こんにちは、パオロ・マッツァリーノです。先日、横浜で女性が刃物で刺される強盗殺人未遂事件が起きました。テレビのニュースでは一様に、現場が商店街で、防犯カメラが何台も設置されていたのに、なぜ……? みたいな伝えかたをしてました。
なぜ、とはまた愚問ですね。答えはあきらかじゃないですか。防犯カメラでは犯罪は防げないってことですよ。事実からそう推論できないとしたら、それはあなたの思考にバイアスがかかっている証拠です。自分が信じたくないことは考えたくない、認めたくない。だから正解が見えなくなってしまう。霊験あらたかな「防犯カメラ様」のご利益にすがり、犯罪被害というケガレを祓いたいと願う、21世紀の新たな土俗信仰が、あなたの思考をくもらせてるんです。
逆にうかがいますけど、防犯カメラで犯罪が抑止できるという科学的な根拠はあるのですか? 警察署が、どこそこの町で防犯カメラを設置したら犯罪件数が減った、なんて発表をしてるのをときどき目にしますけど、それはほとんどの場合、単純な統計トリックです。種明かしをすると、カメラを設置する前から犯罪は減少傾向だっただけ。そもそも日本は毎年、犯罪件数最低記録を更新し続けてる安全な国であるのをお忘れですか。
あ、信者のみなさんのおっしゃりたいことはわかりますよ。カメラに撮られて捕まるのを恐れるから、犯罪を起こさなくなる! といいたいんでしょ?
それはなんの根拠もない希望的観測にすぎません。現実の犯罪者は防犯カメラに映ることを気にせず犯行に及ぶのです。
コンビニの防犯カメラ設置率が100%だと、誰もが知ってます。なのに、いまだに強盗が入るじゃないですか。ドライブレコーダーに記録されるかもしれないと知ってるのに、あおり運転をするやつは絶えません。こどもの誘拐事件でも、犯人がこどもと一緒に堂々と町を歩いてる姿が防犯カメラに記録されてたりします。
犯罪者の思考回路って、なんか不思議なんですよ。犯罪者は、防犯カメラがあるかもしれないから犯罪をやめよう、とは考えないんです。
防犯カメラ様のご利益にすがりたがる日本人がこれほどまでに増えたのは、イギリスの影響です。
世界に先駆けて、90年代からイギリスのロンドンは、防犯カメラを設置しまくりました。そのおかげで劇的に犯罪が減ったと喧伝されたことで、鵜呑みにした日本の自治体などが、2000年代からこぞって導入しはじめたのです。

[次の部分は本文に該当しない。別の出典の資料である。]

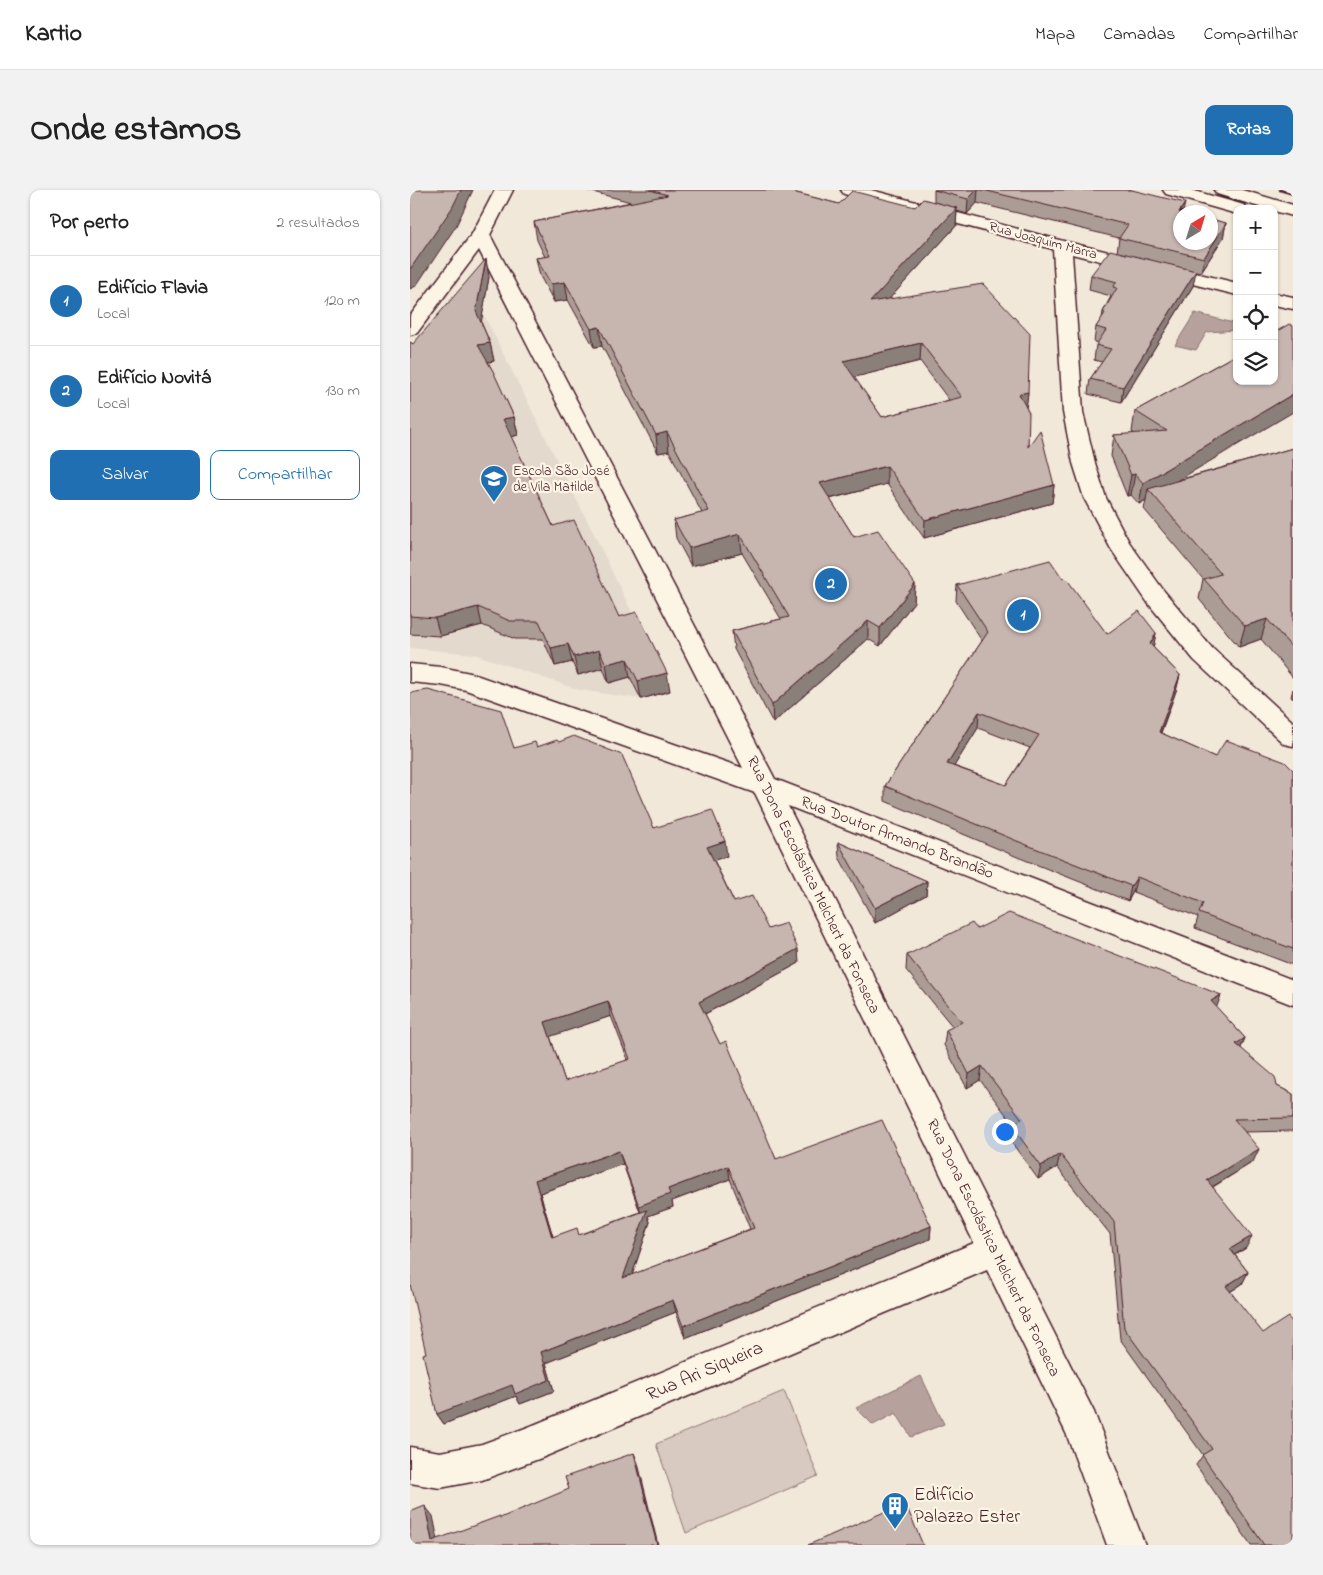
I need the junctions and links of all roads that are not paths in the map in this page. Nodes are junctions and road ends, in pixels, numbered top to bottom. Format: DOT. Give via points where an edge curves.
graph roads {
  1 [pos="504,190"];
  2 [pos="850,190"];
  3 [pos="1172,190"];
  4 [pos="1223,190"];
  5 [pos="1233,208"];
  6 [pos="1293,211"];
  7 [pos="1278,220"];
  8 [pos="1293,225"];
  9 [pos="481,235"];
  10 [pos="1062,246"];
  11 [pos="1233,288"];
  12 [pos="1278,299"];
  13 [pos="1293,303"];
  14 [pos="430,305"];
  15 [pos="410,308"];
  16 [pos="410,329"];
  17 [pos="410,673"];
  18 [pos="1293,737"];
  19 [pos="765,786"];
  20 [pos="1293,992"];
  21 [pos="994,1251"];
  22 [pos="410,1465"];
  23 [pos="1126,1545"];
  1 -- 9 [label="main road"];
  2 -- 10 [label="main road, Rua Joaquim Marra"];
  3 -- 5 [label="main road"];
  4 -- 6 [label="main road"];
  7 -- 8 [label="main road"];
  9 -- 14 [label="main road"];
  9 -- 19 [label="main road, Rua Dona Escolástica Melchert da Fonseca"];
  10 -- 11 [label="main road, Rua Joaquim Marra"];
  10 -- 18 [label="main road" via="1073,412 1095,498 1124,551 1156,597 1203,654"];
  12 -- 13 [label="main road"];
  14 -- 15 [label="main road"];
  14 -- 16 [label="main road"];
  17 -- 19 [label="main road, Rua Doutor Armando Brandão" via="470,682"];
  19 -- 20 [label="main road, Rua Doutor Armando Brandão"];
  19 -- 21 [label="main road, Rua Dona Escolástica Melchert da Fonseca"];
  21 -- 22 [label="main road, Rua Ari Siqueira" via="482,1462 440,1470"];
  21 -- 23 [label="main road, Rua Dona Escolástica Melchert da Fonseca" via="1081,1425"];
}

しかしイギリスでも、その効果に疑問を呈する声はあがってました。大学教授のノリスさんは、カメラの管理会社や警察が主張した防犯効果の数字には科学的根拠がない、と指摘しています(『フォーサイト』2004年6月号)。
統計を確認すると、94年に比べ2004年の犯罪率はまったく下がってなかったし、犯罪の種類によっては逆に増えていたことがわかりました。効果の怪しいカメラの設置と維持に予算をつぎこみ、警察の予算や警官の人員を減らすのはかえって危険を招きかねないと教授は警告しました。
不幸なことに、それは現実になりました。防犯カメラ先進都市だったロンドンの犯罪発生率は上昇を続け、いまや殺人件数でニューヨークを上回る、治安の悪い都市になってしまいました。カメラに撮られてもいいように、フルフェイスのヘルメットをかぶり盗んだバイクに乗って犯行におよぶ強盗団が出現しました。大規模なテロが起きたこともまだ記憶に新しいでしょう。テロリストもまた、防犯カメラを気にしないんです。
こういう話を聞くとすぐに、ロンドンは移民が多いからだと妄想を語る差別主義者が湧いてきますが、ハズレです。ロンドン在住のブレイディさんのレポート(朝日新聞6月9日付)によると、ロンドン警視庁が、警察力の低下が犯罪増加の原因だと認めたとのこと。ロンドンの警察署や交番は過去8年くらいで半数以上が閉鎖されたそうです。そりゃ犯罪天国になるわな。
まあ、むかしからどこの国でも警察の腐敗や怠慢が問題になってきましたけど、少なくとも犯罪抑止という点では、防犯カメラよりは生身の警察官のほうがあてにできるようです。